Searchers move about the Web by left-clicking on hyperlinks. The browser responds to each click by opening a new page in the same window or, if the user chooses, a new tab or window. Returning to a previously viewed page – such as a list of search results – means either clicking the “back” button or switching tabs or windows.

This tried-and-true procedure works well enough, and has become so familiar that it feels preordained. But is it the best way? Is there room for change? Scott Milener thinks so. He and a friend, Wendell Brown, stumbled onto that subject while having lunch one day in 2004. “I asked Wendell, ‘Have you noticed how much we hit the back button every day?’ And he pushed me on the question. Of course the napkins started coming out, and we invented what Browster is today.”

Once a user has installed the Browster plugin, placing the mouse’s pointer over any hyperlink on a page causes a small icon to pop up. Hovering over that icon with the pointer makes a new “window” appear on top of the current page, showing the page to which the hyperlink connects.

Unlike other preview systems, such as the “binoculars” tool at Ask.com, which fetches small thumbnails of the new pages, Browster window displays the entire page at full size, just as it would appear if a user clicked to it. And moving the mouse outside the Browster window makes it disappear. In short, it spares the user the need to click back through a browsing history to recover an earlier page.

At first, Browster was intended as a way for users to quickly preview the results from search engines such as Google or Yahoo. And it’s still quickest when used that way: on search pages, the software pre-fetches the pages for every result and inserts a Browster icon next to each one, indicating that it’s been loaded into the browser’s cache. That way, the pages pop up instantly when a user mouses over the search link, explains Milener, now Browster’s CEO.

But after Milener and Brown (who is Browster’s chairman) rolled out the first version of the tool in 2005, they discovered something surprising. “Users loved the ‘hover’ icon, and they use it even more than the ‘pre-fetch’ icon on Google,” Milener says. “They’re using Browster all over the Web, just to preview pages – even though those pages are loading at the same speed they would if just clicked. In other words, the navigation function turned out to be more valuable than the pre-fetching. We realized this isn’t just a better way to preview search results – it’s really a fundamental switch in the way we navigate.”

While this change may not be completely revolutionary, it’s one of the first in a very long time. “When you look at Microsoft in the mid-90s, you have to conclude that they stifled innovation in the browser market,” says Flock’s Andrews. “They stopped Netscape in its tracks with Internet Explorer, and once they became the dominant player in browsers, they just sat on it.

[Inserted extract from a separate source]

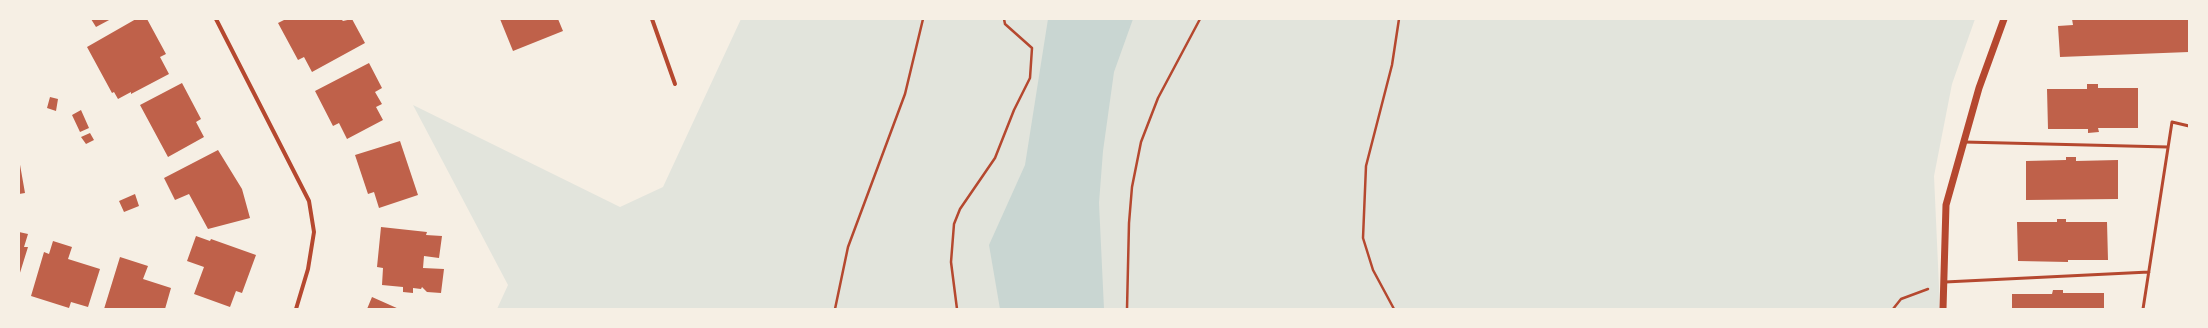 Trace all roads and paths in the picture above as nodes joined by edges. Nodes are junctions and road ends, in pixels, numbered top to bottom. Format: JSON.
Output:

But now that we have the core technology that anyone can use to create a browser – the Mozilla code base, which has really come of age with Firefox – I think we’re going to see a lot of innovation.”

Flock’s developers hope to demonstrate that the Mozilla code base can be used to build a browser that’s even more versatile than Firefox, which is famous for its ability to run extensions, such as Browster’s. For example, Flock lets users upload files such as photographs to the Web by simply dragging and dropping them into the browser window. It notifies users when their friends have posted new pictures and shows the pictures directly in an area called the “photobar.” It also has a built-in feed reader, blog editor, and integrated desktop and Web search tool, as well as an enhanced “favorites” system that lets users tag and share their bookmarks.

Features like these are already available to users in the form of standalone services or Firefox plugins, but Flock’s developers believe that integrating them will provide a better user experience. “We’re building the next-generation web browser,” says Andrews. “We’re going to exceed what people are used to with Internet Explorer and Firefox right now, by integrating these services and reducing the complexity of simple tasks, say, uploading photos to Flickr or adding images to your MySpace page.”

Web users won’t have to wait long to test Flock’s theories; Andrews says a beta version will be launched “in the next few weeks.”